### PROBLEM TO WORK ON
In the material below, find each line with the word "graph" and list it.

### DATASET ENTRIES

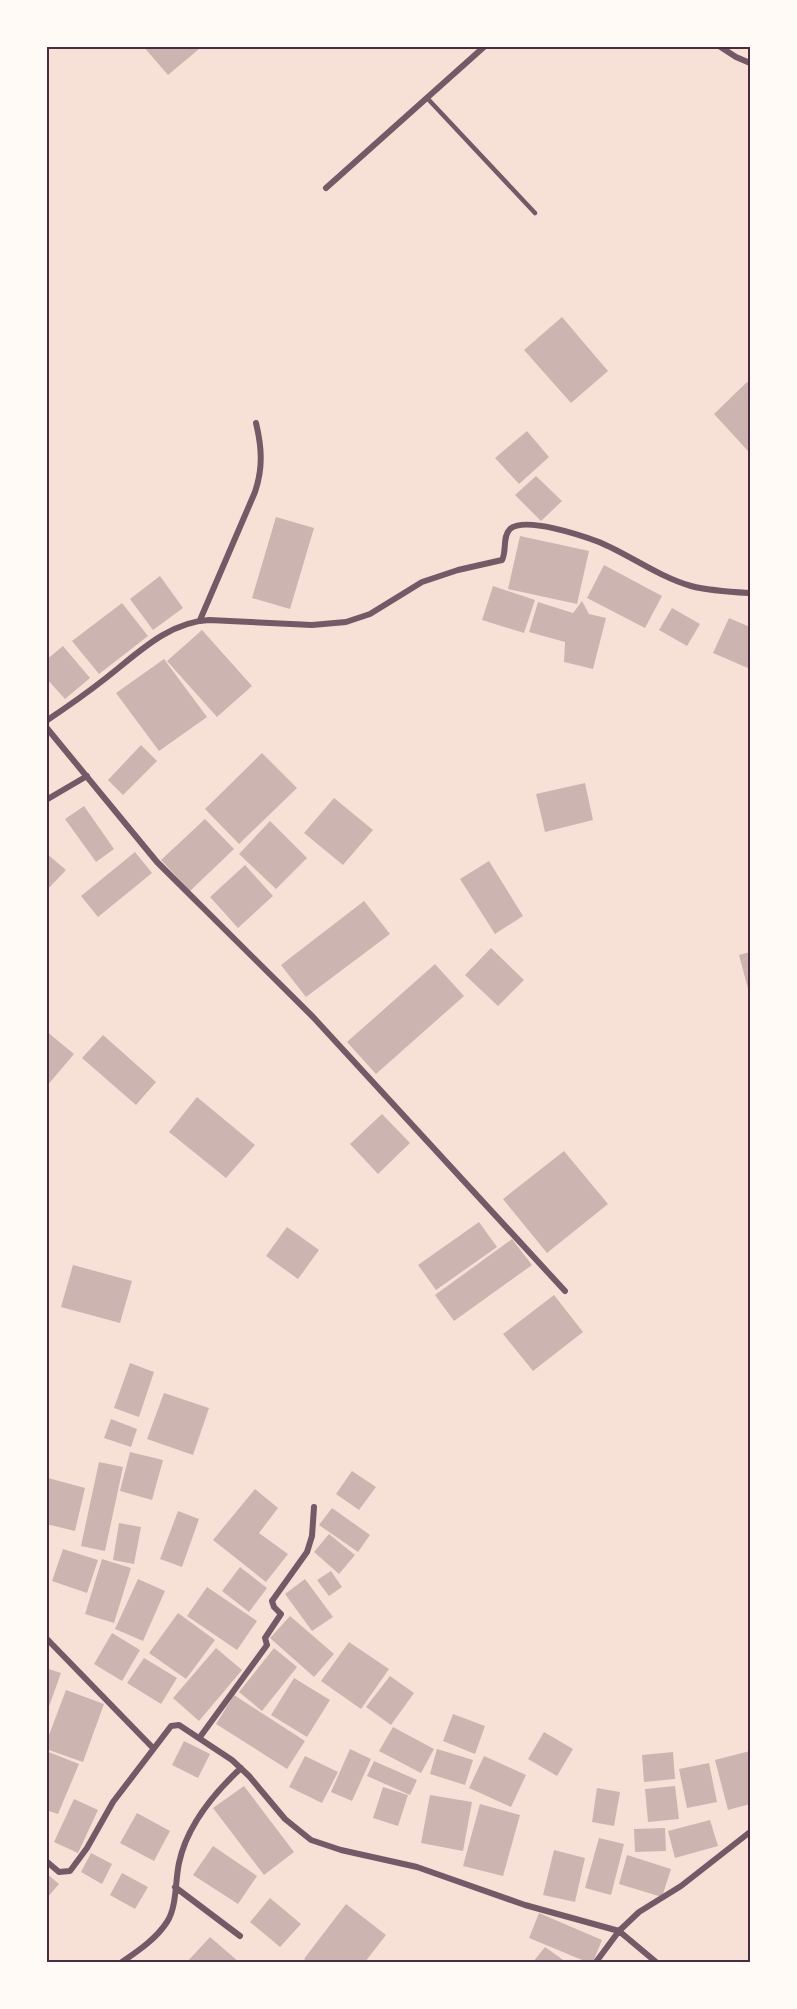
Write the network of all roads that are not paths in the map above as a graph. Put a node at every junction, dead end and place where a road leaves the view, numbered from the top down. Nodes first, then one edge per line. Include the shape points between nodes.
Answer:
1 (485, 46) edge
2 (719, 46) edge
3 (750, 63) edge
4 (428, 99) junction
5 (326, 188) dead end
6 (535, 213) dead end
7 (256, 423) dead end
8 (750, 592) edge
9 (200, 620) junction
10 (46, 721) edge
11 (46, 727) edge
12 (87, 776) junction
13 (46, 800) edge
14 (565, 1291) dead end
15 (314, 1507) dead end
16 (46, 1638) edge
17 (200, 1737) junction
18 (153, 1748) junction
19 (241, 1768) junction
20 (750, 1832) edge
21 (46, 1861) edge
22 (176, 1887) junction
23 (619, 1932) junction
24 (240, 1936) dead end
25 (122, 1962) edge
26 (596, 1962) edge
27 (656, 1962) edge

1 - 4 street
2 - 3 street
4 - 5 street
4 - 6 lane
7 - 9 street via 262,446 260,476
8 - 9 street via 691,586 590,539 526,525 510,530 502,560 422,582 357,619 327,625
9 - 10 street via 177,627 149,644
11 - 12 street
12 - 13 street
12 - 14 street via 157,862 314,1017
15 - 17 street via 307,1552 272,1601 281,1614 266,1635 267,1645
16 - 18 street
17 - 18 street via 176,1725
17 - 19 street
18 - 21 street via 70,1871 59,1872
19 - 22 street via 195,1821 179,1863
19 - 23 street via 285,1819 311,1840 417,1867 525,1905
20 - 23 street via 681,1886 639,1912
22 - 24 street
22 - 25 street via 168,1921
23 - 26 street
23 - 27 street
...
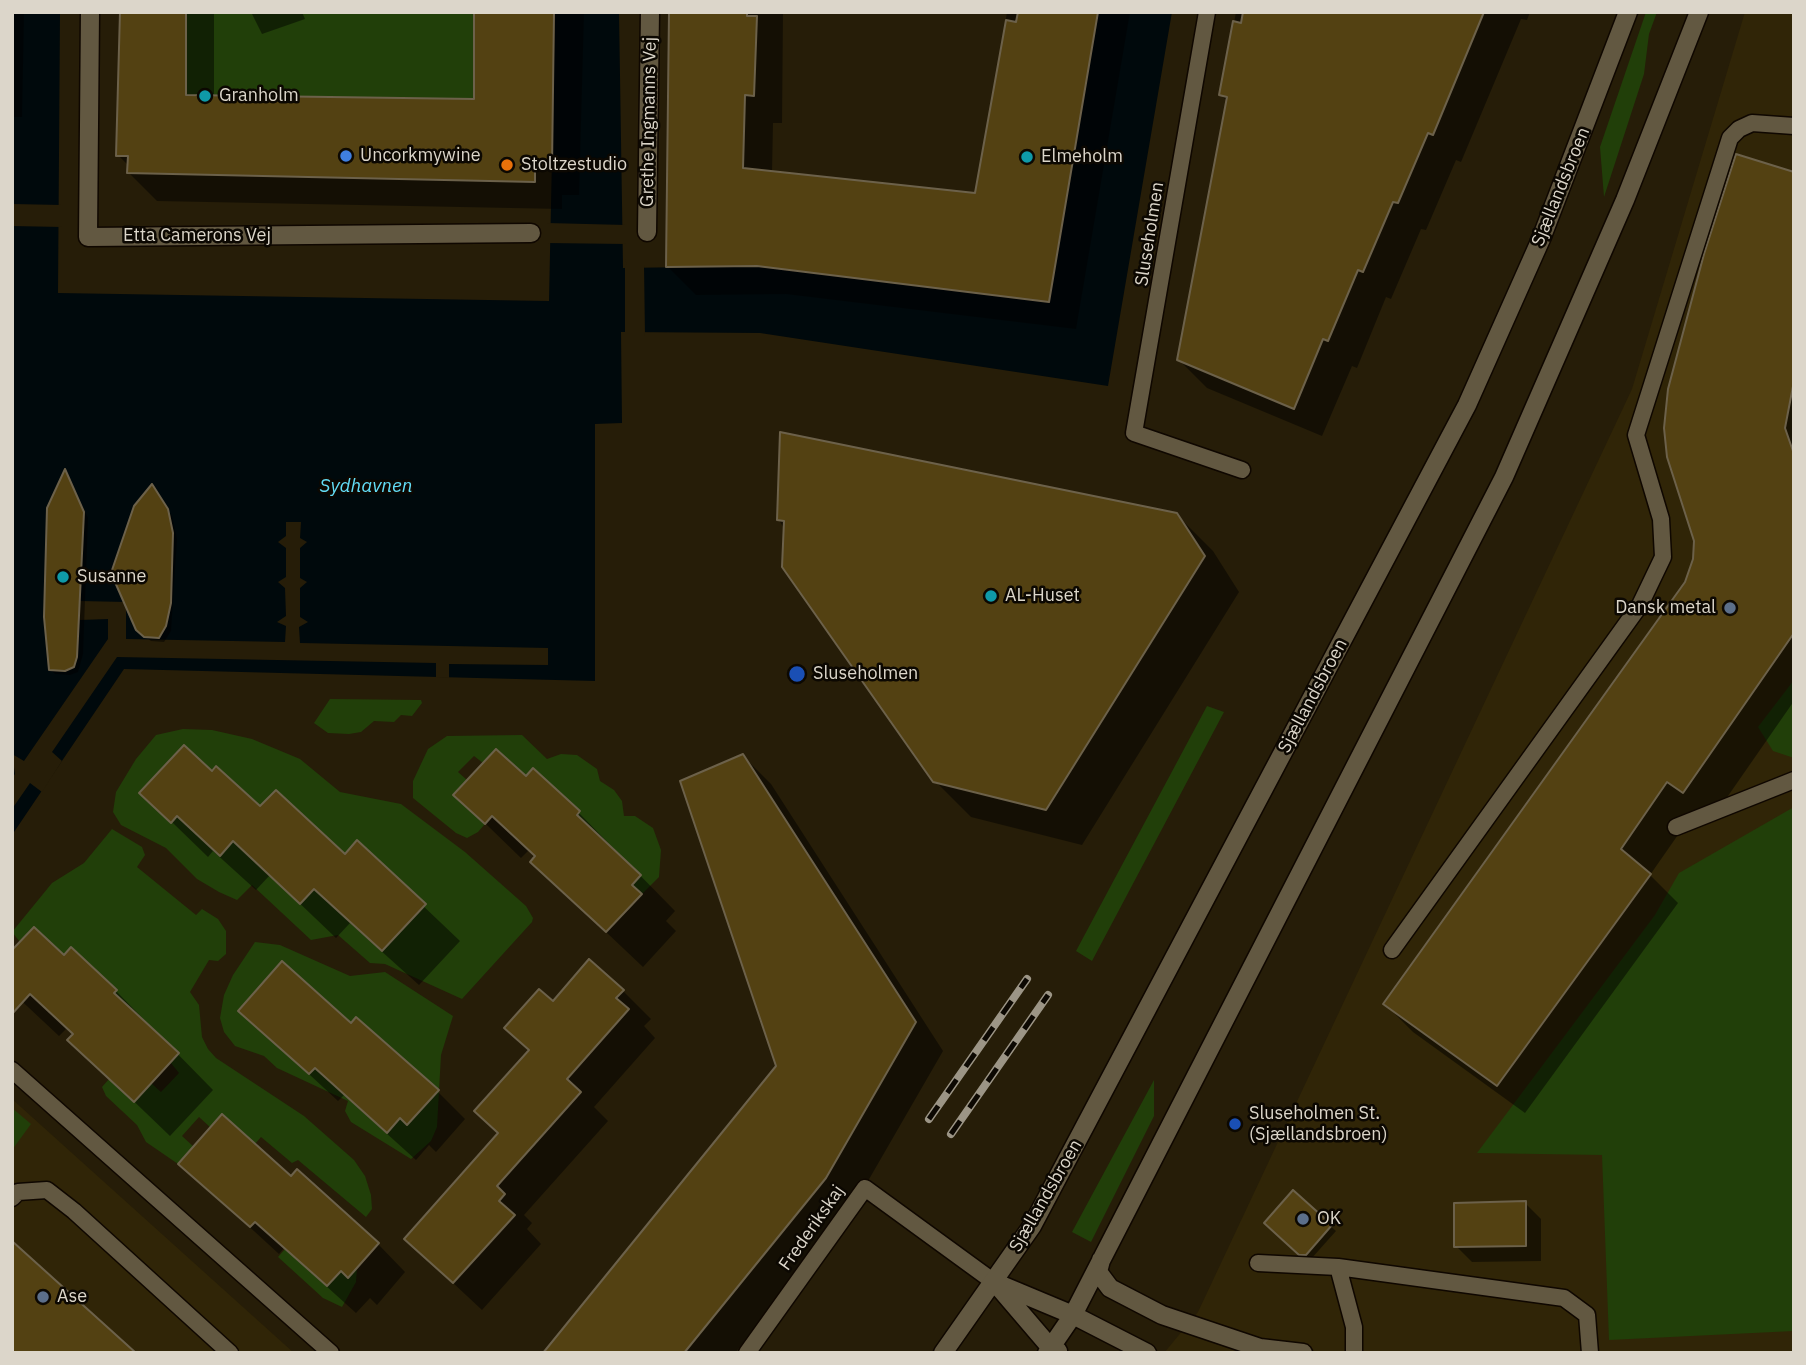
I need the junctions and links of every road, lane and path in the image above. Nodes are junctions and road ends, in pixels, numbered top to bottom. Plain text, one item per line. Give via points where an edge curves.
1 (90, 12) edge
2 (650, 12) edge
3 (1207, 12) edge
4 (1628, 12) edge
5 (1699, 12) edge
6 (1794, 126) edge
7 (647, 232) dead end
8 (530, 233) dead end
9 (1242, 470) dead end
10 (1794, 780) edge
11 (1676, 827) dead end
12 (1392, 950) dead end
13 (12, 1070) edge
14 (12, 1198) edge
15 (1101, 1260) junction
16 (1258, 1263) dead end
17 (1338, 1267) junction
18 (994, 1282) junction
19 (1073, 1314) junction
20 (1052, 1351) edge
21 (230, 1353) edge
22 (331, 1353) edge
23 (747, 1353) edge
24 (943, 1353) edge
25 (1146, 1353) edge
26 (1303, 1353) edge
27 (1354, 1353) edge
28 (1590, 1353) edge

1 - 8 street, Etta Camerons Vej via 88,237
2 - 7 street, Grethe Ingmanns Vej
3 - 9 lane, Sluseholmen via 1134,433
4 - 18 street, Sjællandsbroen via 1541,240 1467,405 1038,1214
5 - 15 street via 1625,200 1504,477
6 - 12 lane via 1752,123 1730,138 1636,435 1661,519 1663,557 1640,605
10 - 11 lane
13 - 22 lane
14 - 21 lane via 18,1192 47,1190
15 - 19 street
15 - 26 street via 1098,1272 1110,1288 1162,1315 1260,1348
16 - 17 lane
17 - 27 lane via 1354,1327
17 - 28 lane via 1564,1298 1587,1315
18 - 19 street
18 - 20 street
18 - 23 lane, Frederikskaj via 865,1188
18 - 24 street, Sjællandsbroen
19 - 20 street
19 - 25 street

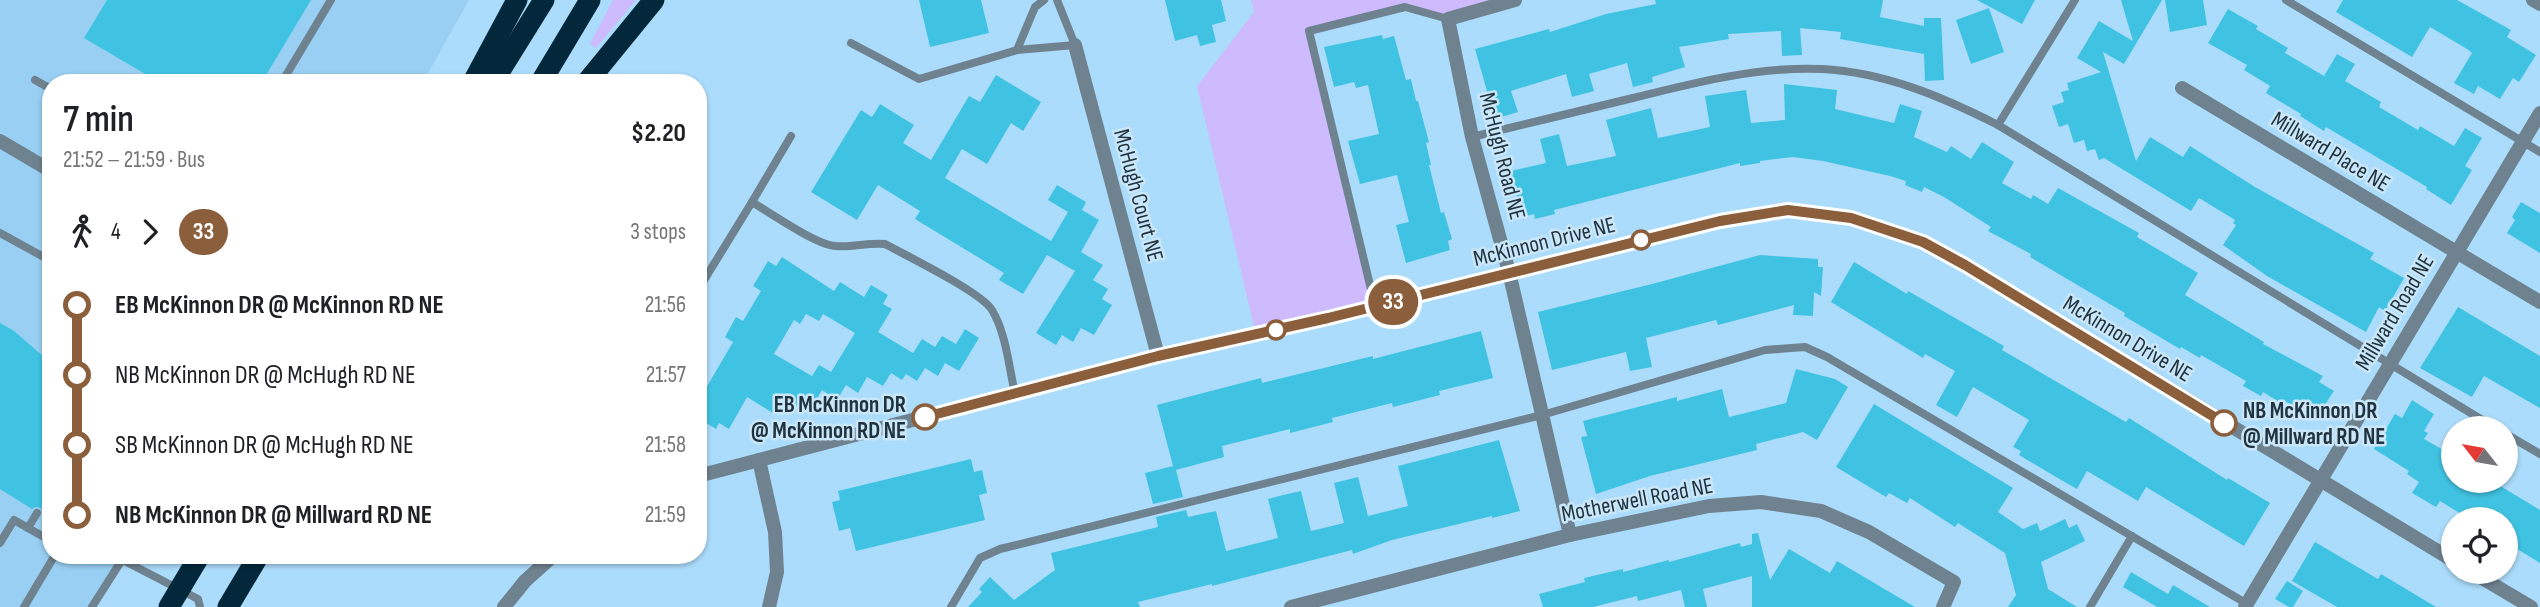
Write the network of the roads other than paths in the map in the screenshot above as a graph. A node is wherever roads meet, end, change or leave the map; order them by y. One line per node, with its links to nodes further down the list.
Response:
---
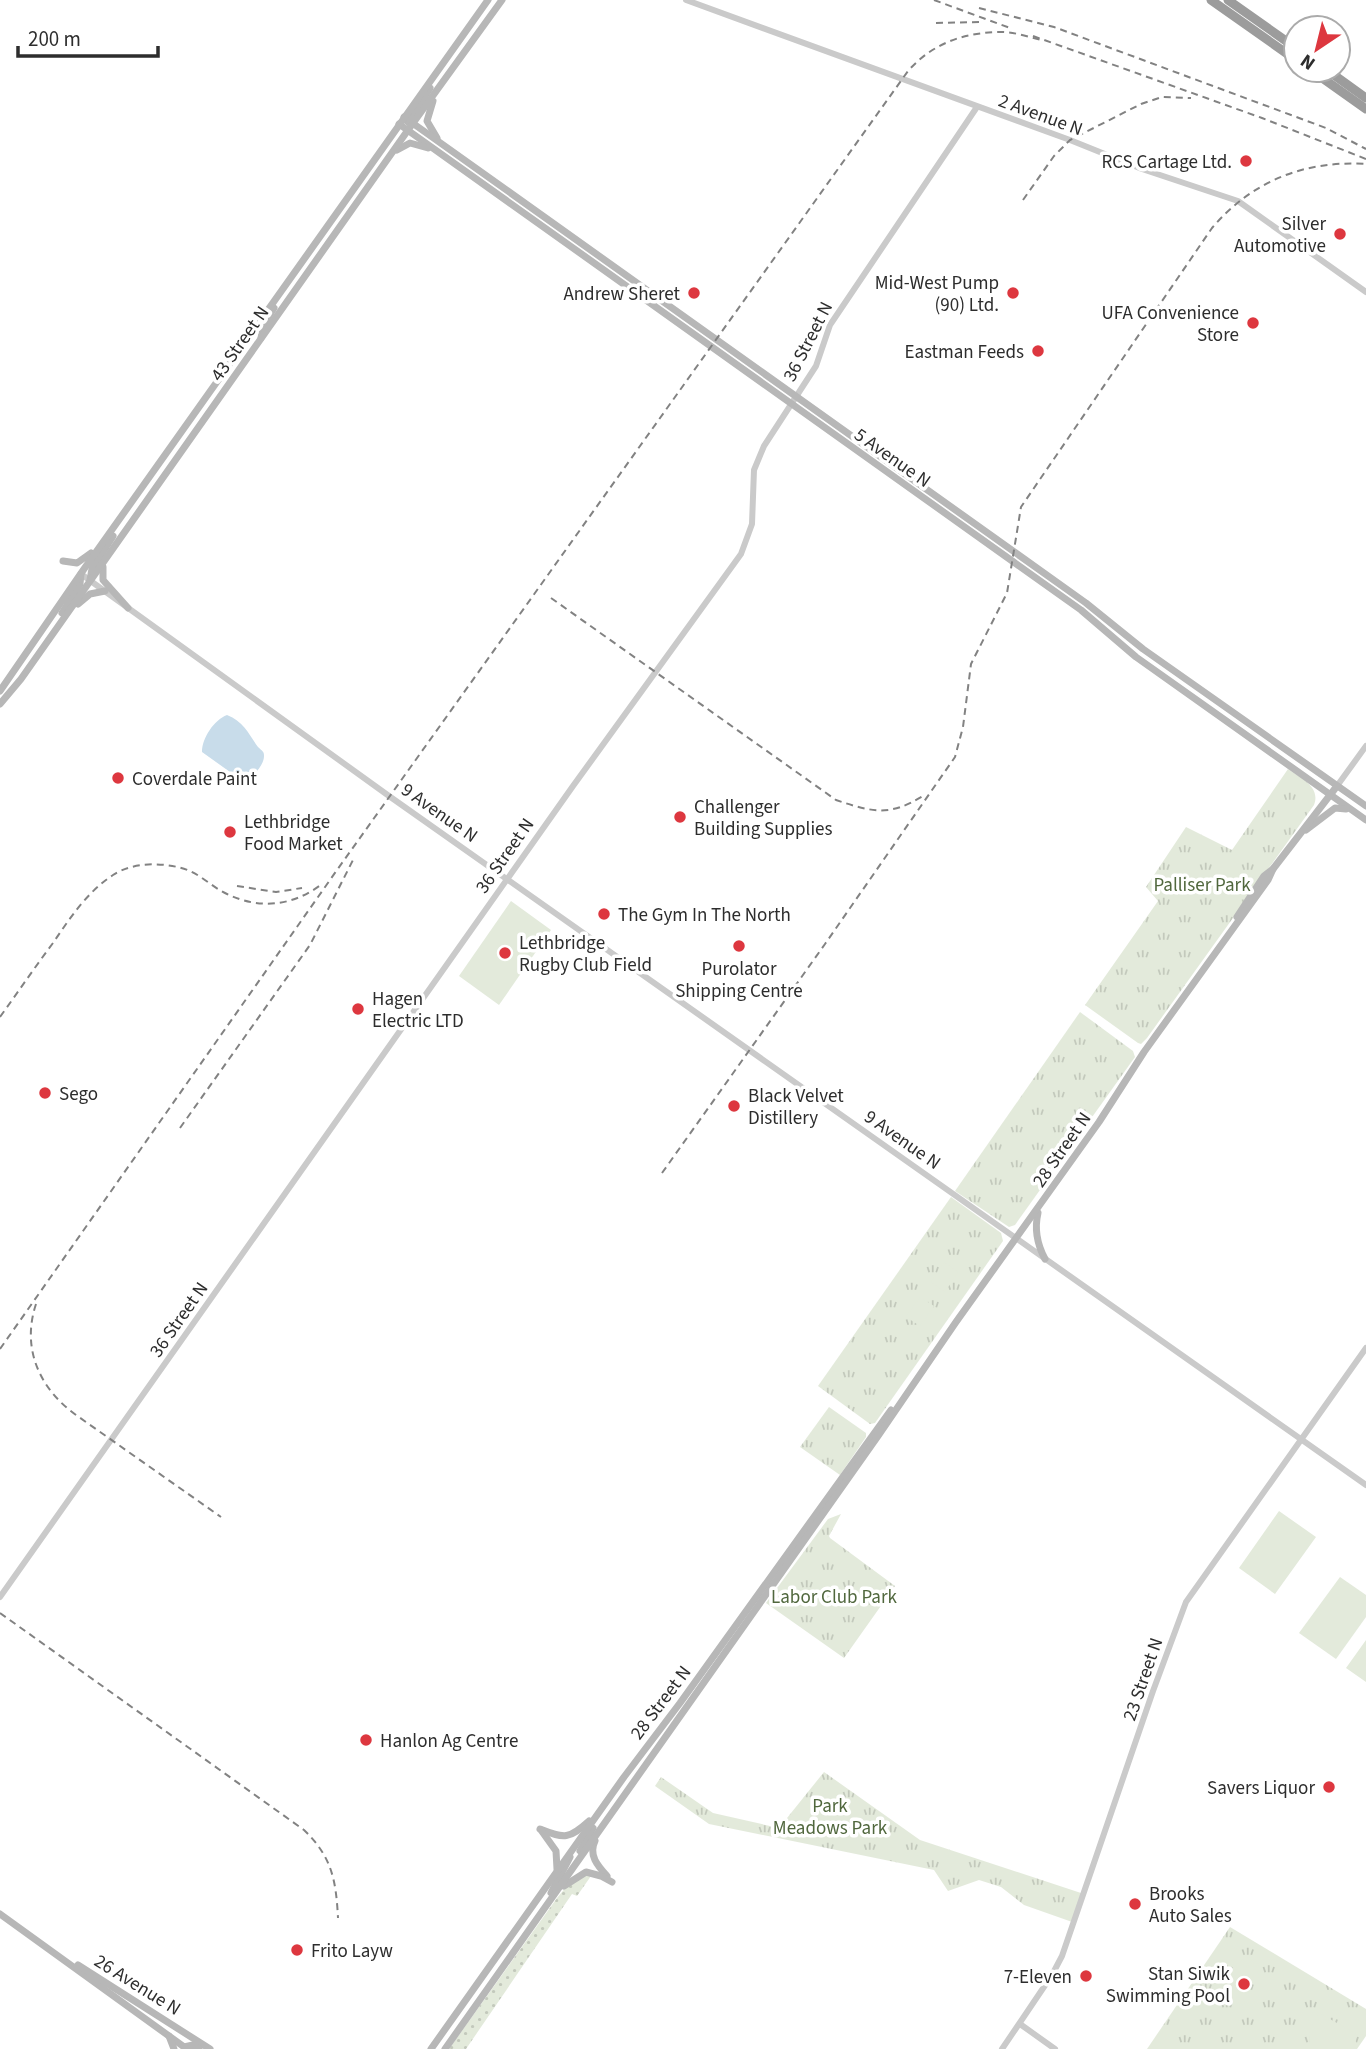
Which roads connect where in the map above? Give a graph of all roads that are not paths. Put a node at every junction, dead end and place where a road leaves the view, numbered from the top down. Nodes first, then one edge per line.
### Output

### COMPLETED EXERCISE
Write the network of all roads that are not paths in the map above as a graph. Put a node at every junction, dead end and place where a road leaves the view, numbered from the top down. Nodes first, then one edge per line. Include the shape points between nodes.
Write the network of the roads other than paths in the map in the screenshot above as a graph. A node is wherever roads meet, end, change or leave the map; order them by y. One line per node, with its links to nodes further down the list.
Which roads connect where in the map above? Give a graph of all roads that are not paths. Put a node at every junction, dead end and place where a road leaves the view, numbered from the top down. Nodes first, then one edge per line.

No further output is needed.